↓

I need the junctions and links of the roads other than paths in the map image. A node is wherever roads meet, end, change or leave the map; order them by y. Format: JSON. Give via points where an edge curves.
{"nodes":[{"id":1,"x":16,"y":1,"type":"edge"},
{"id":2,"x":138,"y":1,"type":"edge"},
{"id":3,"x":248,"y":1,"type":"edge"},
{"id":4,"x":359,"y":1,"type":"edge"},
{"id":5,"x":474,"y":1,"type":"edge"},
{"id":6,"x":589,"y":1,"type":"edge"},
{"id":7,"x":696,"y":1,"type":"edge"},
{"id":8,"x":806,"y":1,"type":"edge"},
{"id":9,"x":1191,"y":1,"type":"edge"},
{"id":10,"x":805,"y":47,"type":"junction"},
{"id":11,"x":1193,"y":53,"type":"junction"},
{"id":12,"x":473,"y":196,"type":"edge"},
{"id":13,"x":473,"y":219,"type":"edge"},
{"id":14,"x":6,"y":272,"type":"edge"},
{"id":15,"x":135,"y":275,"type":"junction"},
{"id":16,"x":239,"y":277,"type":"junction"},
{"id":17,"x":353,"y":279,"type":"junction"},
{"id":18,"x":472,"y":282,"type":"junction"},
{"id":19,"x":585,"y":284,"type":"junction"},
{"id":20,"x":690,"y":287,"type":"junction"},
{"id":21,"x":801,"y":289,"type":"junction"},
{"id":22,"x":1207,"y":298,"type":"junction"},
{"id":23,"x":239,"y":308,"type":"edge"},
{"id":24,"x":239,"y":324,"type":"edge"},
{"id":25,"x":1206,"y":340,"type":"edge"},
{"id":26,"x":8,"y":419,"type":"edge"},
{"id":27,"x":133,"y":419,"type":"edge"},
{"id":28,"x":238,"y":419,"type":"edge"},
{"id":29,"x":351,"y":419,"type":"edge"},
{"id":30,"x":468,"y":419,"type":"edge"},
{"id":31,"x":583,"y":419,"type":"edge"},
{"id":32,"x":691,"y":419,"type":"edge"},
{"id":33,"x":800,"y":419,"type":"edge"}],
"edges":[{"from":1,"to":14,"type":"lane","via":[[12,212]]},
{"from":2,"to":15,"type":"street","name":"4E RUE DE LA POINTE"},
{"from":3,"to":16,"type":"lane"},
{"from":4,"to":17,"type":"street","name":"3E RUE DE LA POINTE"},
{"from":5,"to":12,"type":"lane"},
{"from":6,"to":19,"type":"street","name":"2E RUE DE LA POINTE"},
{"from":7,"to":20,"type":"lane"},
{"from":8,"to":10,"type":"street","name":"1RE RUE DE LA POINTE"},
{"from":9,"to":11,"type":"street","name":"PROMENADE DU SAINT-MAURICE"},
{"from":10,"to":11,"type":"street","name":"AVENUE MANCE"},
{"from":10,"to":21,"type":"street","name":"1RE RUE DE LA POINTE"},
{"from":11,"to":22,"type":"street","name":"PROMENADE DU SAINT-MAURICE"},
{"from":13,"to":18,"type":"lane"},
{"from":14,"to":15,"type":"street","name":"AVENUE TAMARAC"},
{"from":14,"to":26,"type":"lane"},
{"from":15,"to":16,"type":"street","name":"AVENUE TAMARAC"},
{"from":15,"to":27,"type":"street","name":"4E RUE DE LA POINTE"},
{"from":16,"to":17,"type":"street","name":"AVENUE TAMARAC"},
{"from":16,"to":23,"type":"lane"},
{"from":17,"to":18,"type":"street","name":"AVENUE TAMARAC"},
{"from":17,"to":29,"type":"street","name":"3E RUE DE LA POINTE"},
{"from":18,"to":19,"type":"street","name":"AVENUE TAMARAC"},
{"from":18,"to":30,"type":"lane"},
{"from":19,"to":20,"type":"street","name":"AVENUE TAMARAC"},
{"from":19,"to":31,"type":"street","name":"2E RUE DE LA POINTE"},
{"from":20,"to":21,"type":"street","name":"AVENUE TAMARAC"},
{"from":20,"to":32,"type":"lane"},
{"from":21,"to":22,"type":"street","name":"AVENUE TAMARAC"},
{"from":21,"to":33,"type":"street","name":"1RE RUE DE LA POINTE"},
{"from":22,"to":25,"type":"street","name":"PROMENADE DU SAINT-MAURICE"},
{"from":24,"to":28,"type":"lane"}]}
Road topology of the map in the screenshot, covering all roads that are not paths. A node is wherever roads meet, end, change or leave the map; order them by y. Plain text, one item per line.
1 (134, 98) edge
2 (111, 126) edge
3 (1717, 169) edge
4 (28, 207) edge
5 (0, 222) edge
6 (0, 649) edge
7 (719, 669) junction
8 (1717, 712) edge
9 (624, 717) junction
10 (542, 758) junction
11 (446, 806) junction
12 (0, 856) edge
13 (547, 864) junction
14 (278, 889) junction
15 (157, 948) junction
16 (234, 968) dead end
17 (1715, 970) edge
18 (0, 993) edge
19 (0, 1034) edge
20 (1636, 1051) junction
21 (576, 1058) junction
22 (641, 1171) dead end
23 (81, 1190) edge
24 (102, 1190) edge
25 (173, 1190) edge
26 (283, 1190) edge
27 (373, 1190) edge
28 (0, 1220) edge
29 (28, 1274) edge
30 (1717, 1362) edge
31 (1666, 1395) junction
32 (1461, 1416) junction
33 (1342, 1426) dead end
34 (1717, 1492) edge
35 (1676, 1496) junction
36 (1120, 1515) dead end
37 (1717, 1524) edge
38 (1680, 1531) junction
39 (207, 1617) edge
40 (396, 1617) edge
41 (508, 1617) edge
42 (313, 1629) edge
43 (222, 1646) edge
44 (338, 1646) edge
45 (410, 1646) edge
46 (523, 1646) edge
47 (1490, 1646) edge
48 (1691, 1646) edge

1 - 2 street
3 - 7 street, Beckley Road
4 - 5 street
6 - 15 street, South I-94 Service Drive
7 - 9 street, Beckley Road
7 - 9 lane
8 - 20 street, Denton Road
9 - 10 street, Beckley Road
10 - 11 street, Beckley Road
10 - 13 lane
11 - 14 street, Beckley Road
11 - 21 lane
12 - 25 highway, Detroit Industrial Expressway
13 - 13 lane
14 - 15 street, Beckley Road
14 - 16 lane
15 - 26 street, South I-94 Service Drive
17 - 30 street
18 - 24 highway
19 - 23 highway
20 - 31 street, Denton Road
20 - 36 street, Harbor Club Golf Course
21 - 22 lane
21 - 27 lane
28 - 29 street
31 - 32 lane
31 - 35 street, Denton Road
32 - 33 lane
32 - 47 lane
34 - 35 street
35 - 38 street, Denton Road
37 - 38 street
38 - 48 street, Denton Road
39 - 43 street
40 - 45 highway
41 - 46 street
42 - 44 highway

↑

Activity:
Which lines in the records above hold the string "leave"? Copy each of them.

Answer for the task:
I need the junctions and links of the roads other than paths in the map image. A node is wherever roads meet, end, change or leave the map; order them by y. Format: JSON. Give via points where an edge curves.
Road topology of the map in the screenshot, covering all roads that are not paths. A node is wherever roads meet, end, change or leave the map; order them by y. Plain text, one item per line.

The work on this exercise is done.